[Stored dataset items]

# # #

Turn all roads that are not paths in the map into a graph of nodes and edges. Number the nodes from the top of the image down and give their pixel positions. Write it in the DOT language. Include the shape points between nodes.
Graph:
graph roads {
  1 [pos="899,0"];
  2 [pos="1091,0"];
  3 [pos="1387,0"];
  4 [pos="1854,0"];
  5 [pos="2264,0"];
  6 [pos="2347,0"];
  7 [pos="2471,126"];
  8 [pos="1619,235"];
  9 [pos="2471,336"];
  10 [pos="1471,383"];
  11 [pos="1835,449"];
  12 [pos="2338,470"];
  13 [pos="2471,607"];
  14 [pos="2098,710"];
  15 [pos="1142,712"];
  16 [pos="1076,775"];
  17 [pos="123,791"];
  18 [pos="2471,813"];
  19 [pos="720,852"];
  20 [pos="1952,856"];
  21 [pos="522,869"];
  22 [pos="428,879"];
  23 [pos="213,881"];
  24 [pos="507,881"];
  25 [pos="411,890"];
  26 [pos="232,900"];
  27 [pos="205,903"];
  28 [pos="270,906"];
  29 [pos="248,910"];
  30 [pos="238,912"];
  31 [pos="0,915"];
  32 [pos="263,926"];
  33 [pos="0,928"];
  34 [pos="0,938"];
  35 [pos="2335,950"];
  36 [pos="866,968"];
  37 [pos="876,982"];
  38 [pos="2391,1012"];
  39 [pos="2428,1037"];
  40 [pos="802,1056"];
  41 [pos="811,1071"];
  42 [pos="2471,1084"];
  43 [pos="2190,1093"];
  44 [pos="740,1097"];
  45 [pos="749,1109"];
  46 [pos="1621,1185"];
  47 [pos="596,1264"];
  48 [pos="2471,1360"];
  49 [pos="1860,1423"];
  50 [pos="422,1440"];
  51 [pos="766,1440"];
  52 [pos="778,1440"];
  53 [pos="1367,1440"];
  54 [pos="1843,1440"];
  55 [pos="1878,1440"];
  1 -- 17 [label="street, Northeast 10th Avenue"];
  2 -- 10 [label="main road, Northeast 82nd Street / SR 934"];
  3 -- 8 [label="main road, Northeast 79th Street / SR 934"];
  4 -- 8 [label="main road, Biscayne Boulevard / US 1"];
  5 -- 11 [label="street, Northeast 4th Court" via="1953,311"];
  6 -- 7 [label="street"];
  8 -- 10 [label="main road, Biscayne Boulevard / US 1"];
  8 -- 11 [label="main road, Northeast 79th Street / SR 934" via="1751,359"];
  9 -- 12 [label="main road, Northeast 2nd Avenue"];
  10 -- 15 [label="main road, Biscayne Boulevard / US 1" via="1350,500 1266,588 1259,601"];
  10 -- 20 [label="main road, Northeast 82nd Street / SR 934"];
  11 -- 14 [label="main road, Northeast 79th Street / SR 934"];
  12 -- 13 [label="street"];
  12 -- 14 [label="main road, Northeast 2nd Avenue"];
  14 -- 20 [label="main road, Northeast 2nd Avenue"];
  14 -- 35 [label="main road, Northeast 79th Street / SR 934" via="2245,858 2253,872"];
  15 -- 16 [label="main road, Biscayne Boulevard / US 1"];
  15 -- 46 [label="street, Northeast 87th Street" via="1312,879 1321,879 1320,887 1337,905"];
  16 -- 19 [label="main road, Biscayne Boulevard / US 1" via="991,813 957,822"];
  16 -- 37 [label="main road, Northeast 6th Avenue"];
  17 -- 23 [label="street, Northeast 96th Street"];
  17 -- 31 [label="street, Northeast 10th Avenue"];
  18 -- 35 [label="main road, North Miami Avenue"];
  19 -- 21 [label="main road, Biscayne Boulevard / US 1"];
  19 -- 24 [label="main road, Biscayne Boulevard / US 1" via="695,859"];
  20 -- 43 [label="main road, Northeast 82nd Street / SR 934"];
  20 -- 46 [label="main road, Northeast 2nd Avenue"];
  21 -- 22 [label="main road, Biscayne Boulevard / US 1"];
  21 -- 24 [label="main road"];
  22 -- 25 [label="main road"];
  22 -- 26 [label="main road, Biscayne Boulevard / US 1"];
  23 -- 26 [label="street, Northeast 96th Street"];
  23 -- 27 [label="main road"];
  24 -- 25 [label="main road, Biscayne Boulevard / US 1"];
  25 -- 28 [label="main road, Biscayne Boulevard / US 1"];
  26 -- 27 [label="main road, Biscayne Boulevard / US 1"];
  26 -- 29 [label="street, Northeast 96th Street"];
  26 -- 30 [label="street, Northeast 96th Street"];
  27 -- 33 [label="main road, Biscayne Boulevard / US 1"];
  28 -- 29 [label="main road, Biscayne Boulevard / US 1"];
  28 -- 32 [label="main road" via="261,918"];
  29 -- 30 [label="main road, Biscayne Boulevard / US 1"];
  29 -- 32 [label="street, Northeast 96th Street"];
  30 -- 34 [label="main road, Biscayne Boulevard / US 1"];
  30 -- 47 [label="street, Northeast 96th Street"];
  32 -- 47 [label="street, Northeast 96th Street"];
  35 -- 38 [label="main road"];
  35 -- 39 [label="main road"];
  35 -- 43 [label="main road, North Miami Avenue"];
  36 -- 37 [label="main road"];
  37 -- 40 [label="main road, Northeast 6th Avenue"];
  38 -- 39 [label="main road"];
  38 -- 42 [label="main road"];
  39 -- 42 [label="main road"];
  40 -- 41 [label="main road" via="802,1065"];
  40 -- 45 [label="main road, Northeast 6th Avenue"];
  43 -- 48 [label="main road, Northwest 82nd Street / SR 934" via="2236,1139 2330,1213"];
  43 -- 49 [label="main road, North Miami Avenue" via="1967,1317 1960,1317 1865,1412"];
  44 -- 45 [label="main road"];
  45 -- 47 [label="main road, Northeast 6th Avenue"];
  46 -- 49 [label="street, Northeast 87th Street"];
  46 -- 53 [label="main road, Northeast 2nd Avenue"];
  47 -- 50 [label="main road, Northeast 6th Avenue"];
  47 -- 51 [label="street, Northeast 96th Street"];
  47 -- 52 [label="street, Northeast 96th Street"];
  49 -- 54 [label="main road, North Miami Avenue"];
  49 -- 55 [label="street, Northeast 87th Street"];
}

# # #

# [EXERCISE GOAL]
Your answer should contain every entry, transcribed exactly.

# [WRITTEN ANSWER]
Turn all roads that are not paths in the map into a graph of nodes and edges. Number the nodes from the top of the image down and give their pixel positions. Write it in the DOT language. Include the shape points between nodes.
Graph:
graph roads {
  1 [pos="899,0"];
  2 [pos="1091,0"];
  3 [pos="1387,0"];
  4 [pos="1854,0"];
  5 [pos="2264,0"];
  6 [pos="2347,0"];
  7 [pos="2471,126"];
  8 [pos="1619,235"];
  9 [pos="2471,336"];
  10 [pos="1471,383"];
  11 [pos="1835,449"];
  12 [pos="2338,470"];
  13 [pos="2471,607"];
  14 [pos="2098,710"];
  15 [pos="1142,712"];
  16 [pos="1076,775"];
  17 [pos="123,791"];
  18 [pos="2471,813"];
  19 [pos="720,852"];
  20 [pos="1952,856"];
  21 [pos="522,869"];
  22 [pos="428,879"];
  23 [pos="213,881"];
  24 [pos="507,881"];
  25 [pos="411,890"];
  26 [pos="232,900"];
  27 [pos="205,903"];
  28 [pos="270,906"];
  29 [pos="248,910"];
  30 [pos="238,912"];
  31 [pos="0,915"];
  32 [pos="263,926"];
  33 [pos="0,928"];
  34 [pos="0,938"];
  35 [pos="2335,950"];
  36 [pos="866,968"];
  37 [pos="876,982"];
  38 [pos="2391,1012"];
  39 [pos="2428,1037"];
  40 [pos="802,1056"];
  41 [pos="811,1071"];
  42 [pos="2471,1084"];
  43 [pos="2190,1093"];
  44 [pos="740,1097"];
  45 [pos="749,1109"];
  46 [pos="1621,1185"];
  47 [pos="596,1264"];
  48 [pos="2471,1360"];
  49 [pos="1860,1423"];
  50 [pos="422,1440"];
  51 [pos="766,1440"];
  52 [pos="778,1440"];
  53 [pos="1367,1440"];
  54 [pos="1843,1440"];
  55 [pos="1878,1440"];
  1 -- 17 [label="street, Northeast 10th Avenue"];
  2 -- 10 [label="main road, Northeast 82nd Street / SR 934"];
  3 -- 8 [label="main road, Northeast 79th Street / SR 934"];
  4 -- 8 [label="main road, Biscayne Boulevard / US 1"];
  5 -- 11 [label="street, Northeast 4th Court" via="1953,311"];
  6 -- 7 [label="street"];
  8 -- 10 [label="main road, Biscayne Boulevard / US 1"];
  8 -- 11 [label="main road, Northeast 79th Street / SR 934" via="1751,359"];
  9 -- 12 [label="main road, Northeast 2nd Avenue"];
  10 -- 15 [label="main road, Biscayne Boulevard / US 1" via="1350,500 1266,588 1259,601"];
  10 -- 20 [label="main road, Northeast 82nd Street / SR 934"];
  11 -- 14 [label="main road, Northeast 79th Street / SR 934"];
  12 -- 13 [label="street"];
  12 -- 14 [label="main road, Northeast 2nd Avenue"];
  14 -- 20 [label="main road, Northeast 2nd Avenue"];
  14 -- 35 [label="main road, Northeast 79th Street / SR 934" via="2245,858 2253,872"];
  15 -- 16 [label="main road, Biscayne Boulevard / US 1"];
  15 -- 46 [label="street, Northeast 87th Street" via="1312,879 1321,879 1320,887 1337,905"];
  16 -- 19 [label="main road, Biscayne Boulevard / US 1" via="991,813 957,822"];
  16 -- 37 [label="main road, Northeast 6th Avenue"];
  17 -- 23 [label="street, Northeast 96th Street"];
  17 -- 31 [label="street, Northeast 10th Avenue"];
  18 -- 35 [label="main road, North Miami Avenue"];
  19 -- 21 [label="main road, Biscayne Boulevard / US 1"];
  19 -- 24 [label="main road, Biscayne Boulevard / US 1" via="695,859"];
  20 -- 43 [label="main road, Northeast 82nd Street / SR 934"];
  20 -- 46 [label="main road, Northeast 2nd Avenue"];
  21 -- 22 [label="main road, Biscayne Boulevard / US 1"];
  21 -- 24 [label="main road"];
  22 -- 25 [label="main road"];
  22 -- 26 [label="main road, Biscayne Boulevard / US 1"];
  23 -- 26 [label="street, Northeast 96th Street"];
  23 -- 27 [label="main road"];
  24 -- 25 [label="main road, Biscayne Boulevard / US 1"];
  25 -- 28 [label="main road, Biscayne Boulevard / US 1"];
  26 -- 27 [label="main road, Biscayne Boulevard / US 1"];
  26 -- 29 [label="street, Northeast 96th Street"];
  26 -- 30 [label="street, Northeast 96th Street"];
  27 -- 33 [label="main road, Biscayne Boulevard / US 1"];
  28 -- 29 [label="main road, Biscayne Boulevard / US 1"];
  28 -- 32 [label="main road" via="261,918"];
  29 -- 30 [label="main road, Biscayne Boulevard / US 1"];
  29 -- 32 [label="street, Northeast 96th Street"];
  30 -- 34 [label="main road, Biscayne Boulevard / US 1"];
  30 -- 47 [label="street, Northeast 96th Street"];
  32 -- 47 [label="street, Northeast 96th Street"];
  35 -- 38 [label="main road"];
  35 -- 39 [label="main road"];
  35 -- 43 [label="main road, North Miami Avenue"];
  36 -- 37 [label="main road"];
  37 -- 40 [label="main road, Northeast 6th Avenue"];
  38 -- 39 [label="main road"];
  38 -- 42 [label="main road"];
  39 -- 42 [label="main road"];
  40 -- 41 [label="main road" via="802,1065"];
  40 -- 45 [label="main road, Northeast 6th Avenue"];
  43 -- 48 [label="main road, Northwest 82nd Street / SR 934" via="2236,1139 2330,1213"];
  43 -- 49 [label="main road, North Miami Avenue" via="1967,1317 1960,1317 1865,1412"];
  44 -- 45 [label="main road"];
  45 -- 47 [label="main road, Northeast 6th Avenue"];
  46 -- 49 [label="street, Northeast 87th Street"];
  46 -- 53 [label="main road, Northeast 2nd Avenue"];
  47 -- 50 [label="main road, Northeast 6th Avenue"];
  47 -- 51 [label="street, Northeast 96th Street"];
  47 -- 52 [label="street, Northeast 96th Street"];
  49 -- 54 [label="main road, North Miami Avenue"];
  49 -- 55 [label="street, Northeast 87th Street"];
}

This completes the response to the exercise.